In the Observability w/ dbt talk, Kevin Chan and Jonathan Talmi walk through how you can use dbt metadata to create a dashboard to analyse runtime over time and extract metadata from the dbt artifacts.
With Synq
Automatically see analytics for each assets - from tests to models and jobs and monitor runtime, volume, uptime and freshness
Map downstream dependencies with exposures
Exposures make it possible to define and describe downstream use of your dbt project, such as dashboards, reverse ETL tools or machine learning models. You can share these with your stakeholders in dbt docs. Specify relevant data such as the link to a dashboard, owner and criticality to make it explicit how issues impacting a downstream dependency should be acted on.
You can also use the Dashboard Status Tile in combination with exposures to display if there have been any upstream test or freshness errors directly in a Looker, Tableau, Mode or Sigma dashboard.
With Synq
Automatically infer lineage from all your BI assets and dbt so you don’t have to manually maintain exposures. Synq can also be configured to alert downstream users in Slack if there are issues upstream of their dashboards.
Testing workflows for scaling teams
dbt is no longer only being used by startups. Large companies such as Nasdaq use it to build business critical data. But using dbt for larger data teams (>30) creates a unique set of challenges
- You’ll start experiencing alert fatigue in Slack as issues happen all the time
- Too many failing tests and making it hard to know which ones to pay attention to
- An explosion of assets and dependencies across the data modelling and BI layer make the lineage impossible to use
Tag issues that are under investigation
If you’ve known issues and are waiting for upstream teams to fix the underlying problem, you can mark these tests as “under-investigation” to avoid being notified of issues you’re already aware of over and over again.
models:
- name: stg_customers
description: All customers
columns:
- name: customer_id
description: Unique identifier for customer
tests:
- unique
tags:
- under-investigation
You can then run these tests in a separate job so you’re not blind to them and can monitor if they get worse over time, but also don’t get distracted by them in your production run.
dbt test --exclude tag:under-investigation
With Synq
Segment all your data assets by tag, type or owner to monitor the parts of your stack that matters to you
Monitor long failing tests
Long failing tests are akin to the broken window theory. Start ignoring one for too long and you’ll have dozens of failing tests nobody cares about. The best solution for this is to monitor long failing tests and dedicate time to fixing them.
In dbt you can search the logs for a failing test to go through the most recent handful of runs and understand if a test has just started failing or if it’s a systematic issue that needs fixing at the root cause.
With Synq
Track all your tests in one place. Sort by downtime and filter by domain or owner to make the right teams accountable.

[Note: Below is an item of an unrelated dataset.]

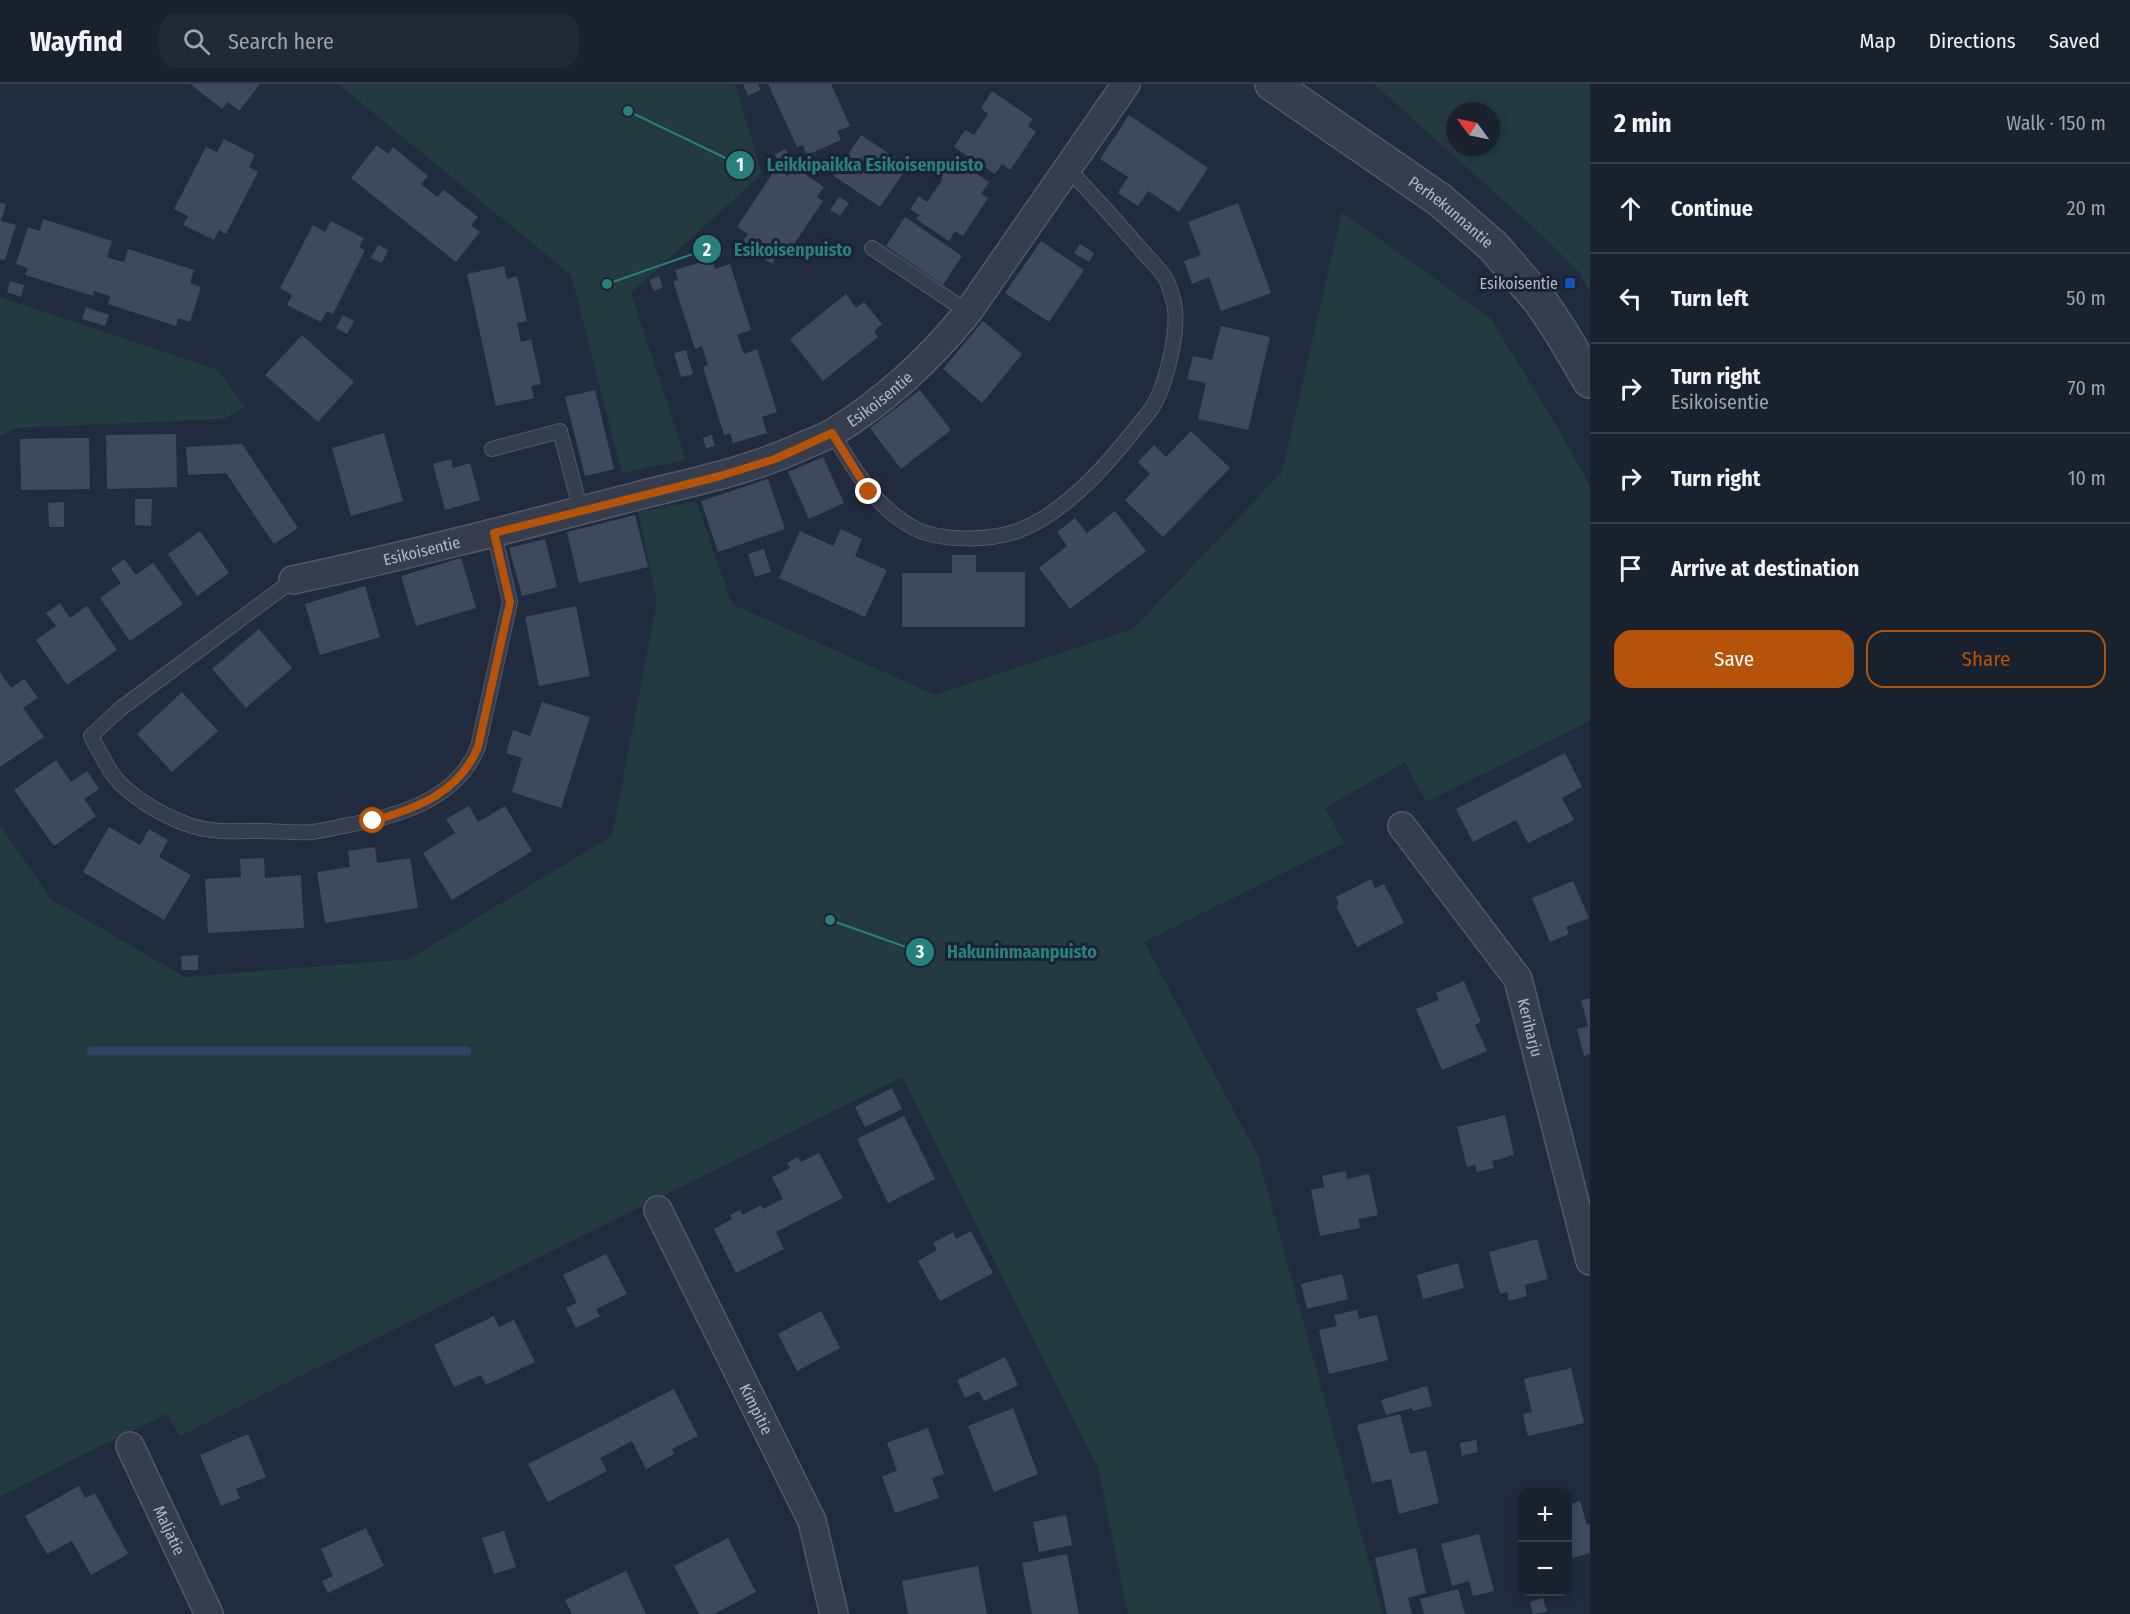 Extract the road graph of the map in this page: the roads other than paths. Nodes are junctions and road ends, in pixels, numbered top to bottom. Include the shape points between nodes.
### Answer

Deteriorating test failure results
You may have a test failure on an important data model, but you know it’s safe to ignore as it’s just 2 unimportant mismatched employee IDs. But what happens if the test starts to deteriorate and you start seeing hundreds of failing rows? You’d risk missing that until a stakeholder notifies you that something looks off.
dbt console logs show you how many rows are failing a test.
Use dbt debugging logs to play close attention to failing tests. While you may tolerate a few duplicate accounts in your revenue data, you’ll want to know about it before stakeholders if that becomes thousands overnight.
With Synq
Analyse the magnitude of failing over time in one unified interface over time
Conclusion
In this post we’ve explored how to extend your dbt workflows to build reliable data at scale
- Making alerts actionable with ownership and importance
- Analyse your metadata
- Map downstream dependencies with exposures
- Implement testing workflows for scaling teams
For more details, we recommend diving into the dbt docs. Happy modelling.